چكيده به لاتين
In this thesis, three research studies have been conducted. In the first research study, a smart nanocarrier for drug delivery with reduced side effects and increased efficacy was introduced. NMOF-5 was rapidly synthesized using the microwave method. The particle size of NMOF-5 ranged from 18 to 20 nanometers, and its surface area was 2690 m2.g-1. The high surface area of NMOF-5 created numerous active sites for drug loading, with a drug loading percentage of 93.79%. A central composite design based on the response surface method was used to optimize drug loading conditions, and the effective parameters were evaluated: time = 22 minutes, dose of 5NMOF- = 9 mg, drug concentration = 80 mg.L
-1 were recommended. Subsequently, 6-MP-NMOF-5 was coated with chitosan. Considering the behavior of CS-6-MP-NMOF-5 in drug release at different pH levels, it can be stated that the release of nanocarriers occurs more in the presence of cancer cells and less in normal cells, leading to a reduction in drug side effects. Kinetic studies indicated that drug release is initially controlled by chitosan swelling. However, after 8 hours of release, it follows non-fickian release. To evaluate the efficiency of CS-6-MP-NMOF-5, toxicity was studied in the presence of MCF-7 cell line. CS-NMOF-5 did not show significant toxicity at all concentrations. On the other hand, CS-6-MP-NMOF-5 was more toxic to MCF-7 than free 6-MP at all concentrations.

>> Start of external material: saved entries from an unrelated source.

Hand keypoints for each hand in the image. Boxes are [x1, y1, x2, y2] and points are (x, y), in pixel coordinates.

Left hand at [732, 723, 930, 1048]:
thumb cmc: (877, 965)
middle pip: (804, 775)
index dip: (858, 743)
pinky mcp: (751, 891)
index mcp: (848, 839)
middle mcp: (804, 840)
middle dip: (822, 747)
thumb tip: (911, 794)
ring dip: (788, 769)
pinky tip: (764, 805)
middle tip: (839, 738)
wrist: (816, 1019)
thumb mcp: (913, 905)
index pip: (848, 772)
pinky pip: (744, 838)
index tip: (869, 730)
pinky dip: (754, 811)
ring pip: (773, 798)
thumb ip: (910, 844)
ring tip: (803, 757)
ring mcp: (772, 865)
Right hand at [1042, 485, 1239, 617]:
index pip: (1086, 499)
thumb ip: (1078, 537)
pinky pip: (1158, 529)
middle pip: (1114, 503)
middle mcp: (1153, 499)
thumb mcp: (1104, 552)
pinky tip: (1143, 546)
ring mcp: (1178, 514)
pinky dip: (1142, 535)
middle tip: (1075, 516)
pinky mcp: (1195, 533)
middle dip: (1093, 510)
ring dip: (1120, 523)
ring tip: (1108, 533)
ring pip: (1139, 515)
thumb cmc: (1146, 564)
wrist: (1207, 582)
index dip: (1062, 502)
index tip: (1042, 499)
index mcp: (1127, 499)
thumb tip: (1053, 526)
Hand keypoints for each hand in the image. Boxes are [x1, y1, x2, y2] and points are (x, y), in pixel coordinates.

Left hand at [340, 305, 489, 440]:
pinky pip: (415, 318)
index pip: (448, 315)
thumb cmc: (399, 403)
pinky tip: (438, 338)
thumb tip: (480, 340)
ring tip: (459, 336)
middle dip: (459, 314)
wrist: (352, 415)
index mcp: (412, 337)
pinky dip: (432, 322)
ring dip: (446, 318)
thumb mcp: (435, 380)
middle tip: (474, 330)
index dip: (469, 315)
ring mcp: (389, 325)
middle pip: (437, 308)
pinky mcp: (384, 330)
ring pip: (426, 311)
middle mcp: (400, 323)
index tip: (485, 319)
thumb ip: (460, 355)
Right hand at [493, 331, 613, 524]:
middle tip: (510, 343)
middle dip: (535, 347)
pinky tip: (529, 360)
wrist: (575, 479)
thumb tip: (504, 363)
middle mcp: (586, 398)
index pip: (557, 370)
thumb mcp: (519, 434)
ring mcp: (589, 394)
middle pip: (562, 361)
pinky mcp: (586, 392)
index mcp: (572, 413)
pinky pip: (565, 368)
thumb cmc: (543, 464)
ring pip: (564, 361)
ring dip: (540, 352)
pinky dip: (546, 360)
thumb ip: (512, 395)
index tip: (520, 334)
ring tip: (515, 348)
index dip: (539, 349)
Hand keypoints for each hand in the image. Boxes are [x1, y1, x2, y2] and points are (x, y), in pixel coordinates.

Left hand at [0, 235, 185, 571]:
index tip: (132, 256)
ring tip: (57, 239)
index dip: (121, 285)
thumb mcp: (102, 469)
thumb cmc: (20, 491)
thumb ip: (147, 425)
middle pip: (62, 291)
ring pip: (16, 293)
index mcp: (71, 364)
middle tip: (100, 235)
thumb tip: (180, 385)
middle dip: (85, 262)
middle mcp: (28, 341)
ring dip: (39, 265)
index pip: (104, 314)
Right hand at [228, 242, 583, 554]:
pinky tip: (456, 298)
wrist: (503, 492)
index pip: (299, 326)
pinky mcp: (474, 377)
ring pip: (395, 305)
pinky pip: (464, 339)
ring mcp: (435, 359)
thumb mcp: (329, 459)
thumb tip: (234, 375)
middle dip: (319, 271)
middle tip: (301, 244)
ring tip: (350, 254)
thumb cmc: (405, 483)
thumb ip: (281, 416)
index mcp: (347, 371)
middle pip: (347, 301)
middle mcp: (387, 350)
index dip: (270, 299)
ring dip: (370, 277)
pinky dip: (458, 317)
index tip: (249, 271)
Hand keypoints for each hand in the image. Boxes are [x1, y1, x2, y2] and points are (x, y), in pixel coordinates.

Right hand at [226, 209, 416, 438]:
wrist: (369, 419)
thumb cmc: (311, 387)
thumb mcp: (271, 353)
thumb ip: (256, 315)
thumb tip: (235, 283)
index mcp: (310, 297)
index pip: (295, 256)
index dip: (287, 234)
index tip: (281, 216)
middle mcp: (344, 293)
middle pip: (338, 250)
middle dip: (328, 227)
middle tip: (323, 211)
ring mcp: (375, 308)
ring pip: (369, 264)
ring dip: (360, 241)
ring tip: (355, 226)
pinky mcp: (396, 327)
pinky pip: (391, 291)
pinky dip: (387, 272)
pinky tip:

In the second research study, a smart nanocarrier for oral drug delivery to reduce side effects and increase efficacy was presented. To increase drug loading capacity, IRMOF-1 was modified using APTES. This modification created numerous active sites for loading, resulting in a drug loading percentage of 97.93%. Thus, it can be said that AP-NIRMOF-1 demonstrates a high capacity for drug loading. A central composite design based on the response surface method was used to optimize drug loading conditions, and the effective parameters were evaluated: time = 25 minutes, dose of AP-NIRMOF-1 = 20 mg, concentration of 6-mercaptopurine = 180 mg.L-1 were recommended. Then, MERC-AP-NIRMOF-1 was coated with CMC. Using CMC achieved two important goals: 1) stability of AP-NIRMOF-1 in physiological conditions, and 2) pH-sensitive smart release of AP-NIRMOF-1. Considering the behavior of CMC-MERC-AP-NIRMOF-1 in drug release at different pH levels, it can be said that the release of the nanocarrier demonstrates smart release behavior in the intestinal environment compared to the stomach. Kinetic studies showed that the mechanism of drug release of 6-mercaptopurine by CMC-MERC-AP-NIRMOF-1 follows non-fickian (unusual) release. To evaluate the efficiency, the toxicity of CMC-MERC-AP-NIRMOF-1 was studied in the presence of MCF-7 and Hek293T cell lines. CMC-MERC-AP-NIRMOF-1 did not show significant toxicity at all concentrations. On the other hand, CMC-MERC-AP-NIRMOF-1 was more toxic to MCF-7 than free drug at all concentrations.
In the third research study, a high-capacity adsorbent for urea and creatinine removal was prepared, which was more effective in removing urea toxins in both batch and continuous systems. By investigating Langmuir, Temkin, and Freundlich adsorption models, it was shown that the adsorbents follow the Langmuir isotherm model. A(0.2)-IR-MOF-1@SiO2 had the highest adsorption capacity for urea and creatinine (1325 and 625 mg.g-1, respectively) among all synthesized adsorbents. The presence of amino groups on the surface of A(0.2)-IR-MOF-1@SiO2 was a key factor in selecting it as the best adsorbent with the highest adsorption capacity. A longer time for saturation of urea and creatinine adsorption in the fixed-bed column of A(0.2)-IR-MOF-1@SiO2, with reported breakthrough times of 1035 and 500 minutes for urea and creatinine, respectively, was required. In this study, effective parameters, including initial internal concentration and flow rate, were also investigated. For urea and creatinine, the highest adsorption efficiency was observed at 100 and 50 ppm, respectively. The maximum adsorption efficiency for urea and creatinine at 1 min.mL-1 was observed. The experimental results obtained from this study were more similar to the Thomas model. The separation factor parameter for urea was 2.4 times higher than creatinine.